# How to use EBI Metagenomics API

The EMG REST API https://www.ebi.ac.uk/metagenomics/api/ provides an easy-to-use set of top level resources, such as studies, samples, runs, experiment-types, biomes and annotations, that let user access metagenomics data in simple JSON format (JSON is a syntax for storing and exchanging data). Retrieving the data is as simple as sending a HTTP request.

We have utilised an interactive documentation framework (Swagger UI) to visualise and simplify interaction with the API’s resources via an HTML interface. Detailed explanations of the purpose of all resources, along with many examples, are provided to guide end-users. Documentation on how to use the endpoints is available at https://www.ebi.ac.uk/metagenomics/api/docs/.

### Import python modules

In [1]:
from jsonapi_client import Session, Filter

API_BASE = 'https://www.ebi.ac.uk/metagenomics/api/v0.2/'

### Get study and list of the samples with biome

In [2]:
with Session(API_BASE) as s:
    study = s.get('studies', 'ERP005831').resource
    for sample in study.samples:
        print(sample.accession, sample.biome.lineage)

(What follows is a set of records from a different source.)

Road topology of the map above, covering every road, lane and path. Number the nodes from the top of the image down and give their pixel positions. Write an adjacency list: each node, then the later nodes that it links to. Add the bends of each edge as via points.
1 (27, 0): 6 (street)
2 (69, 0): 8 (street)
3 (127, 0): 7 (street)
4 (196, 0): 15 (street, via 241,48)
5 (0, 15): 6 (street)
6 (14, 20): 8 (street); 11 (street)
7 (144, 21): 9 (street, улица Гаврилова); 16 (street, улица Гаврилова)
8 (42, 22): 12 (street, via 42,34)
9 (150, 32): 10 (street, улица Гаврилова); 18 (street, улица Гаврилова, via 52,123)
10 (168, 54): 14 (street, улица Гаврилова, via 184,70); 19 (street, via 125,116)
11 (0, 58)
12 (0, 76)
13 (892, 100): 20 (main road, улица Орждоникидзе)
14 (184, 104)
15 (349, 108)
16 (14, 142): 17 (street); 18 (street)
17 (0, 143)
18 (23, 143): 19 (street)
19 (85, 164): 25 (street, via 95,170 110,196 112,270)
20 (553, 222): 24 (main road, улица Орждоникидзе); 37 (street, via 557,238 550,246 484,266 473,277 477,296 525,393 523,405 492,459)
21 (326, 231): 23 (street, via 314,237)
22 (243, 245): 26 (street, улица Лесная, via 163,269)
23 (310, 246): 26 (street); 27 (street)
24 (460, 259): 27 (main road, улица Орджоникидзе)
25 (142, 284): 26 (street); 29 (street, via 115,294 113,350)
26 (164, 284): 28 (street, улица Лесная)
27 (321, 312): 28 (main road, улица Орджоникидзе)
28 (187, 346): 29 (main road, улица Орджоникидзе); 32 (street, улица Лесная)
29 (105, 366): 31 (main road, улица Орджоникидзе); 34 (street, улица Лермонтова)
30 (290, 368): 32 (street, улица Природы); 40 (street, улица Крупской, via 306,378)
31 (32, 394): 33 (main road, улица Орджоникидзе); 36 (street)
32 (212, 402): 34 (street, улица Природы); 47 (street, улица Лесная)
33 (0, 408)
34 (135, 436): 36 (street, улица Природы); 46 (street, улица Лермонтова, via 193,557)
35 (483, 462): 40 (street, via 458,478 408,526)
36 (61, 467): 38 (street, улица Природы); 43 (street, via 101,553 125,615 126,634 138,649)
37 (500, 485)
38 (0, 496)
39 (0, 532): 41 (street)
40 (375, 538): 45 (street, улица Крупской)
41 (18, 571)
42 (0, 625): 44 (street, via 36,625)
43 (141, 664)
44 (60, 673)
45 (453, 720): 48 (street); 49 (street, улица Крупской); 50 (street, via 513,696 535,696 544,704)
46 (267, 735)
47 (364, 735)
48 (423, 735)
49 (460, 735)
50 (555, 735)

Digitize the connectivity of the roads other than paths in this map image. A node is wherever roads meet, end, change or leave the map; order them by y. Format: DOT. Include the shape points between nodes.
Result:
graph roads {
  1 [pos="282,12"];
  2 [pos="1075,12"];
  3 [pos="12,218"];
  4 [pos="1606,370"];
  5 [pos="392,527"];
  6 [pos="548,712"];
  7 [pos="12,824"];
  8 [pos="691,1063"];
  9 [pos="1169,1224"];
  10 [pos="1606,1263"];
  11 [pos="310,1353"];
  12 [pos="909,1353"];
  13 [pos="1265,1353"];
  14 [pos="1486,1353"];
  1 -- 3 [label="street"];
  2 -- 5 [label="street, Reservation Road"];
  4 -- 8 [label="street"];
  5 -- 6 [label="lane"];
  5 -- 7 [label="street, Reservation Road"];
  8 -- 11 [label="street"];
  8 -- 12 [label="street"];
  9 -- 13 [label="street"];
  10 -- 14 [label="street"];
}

ERS456668 root:Environmental:Aquatic:Freshwater:Lentic:Sediment
ERS456669 root:Environmental:Terrestrial:Soil:Loam:Agricultural


### List runs

In [3]:
with Session(API_BASE) as s:
    sample = s.get('samples', 'ERS667565').resource
    for run in sample.runs:
        print(run.accession, [p.id for p in run.pipelines])

ERR867951 ['4.0']
ERR867950 ['4.0']
ERR771104 ['2.0', '4.0']
ERR771104 ['2.0', '4.0']


### List sample metadata

In [4]:
with Session(API_BASE) as s:
    sample = s.get('samples', 'ERS488919').resource
    for m in sample.metadata:
        print(m.var_name, m.var_value, m.unit)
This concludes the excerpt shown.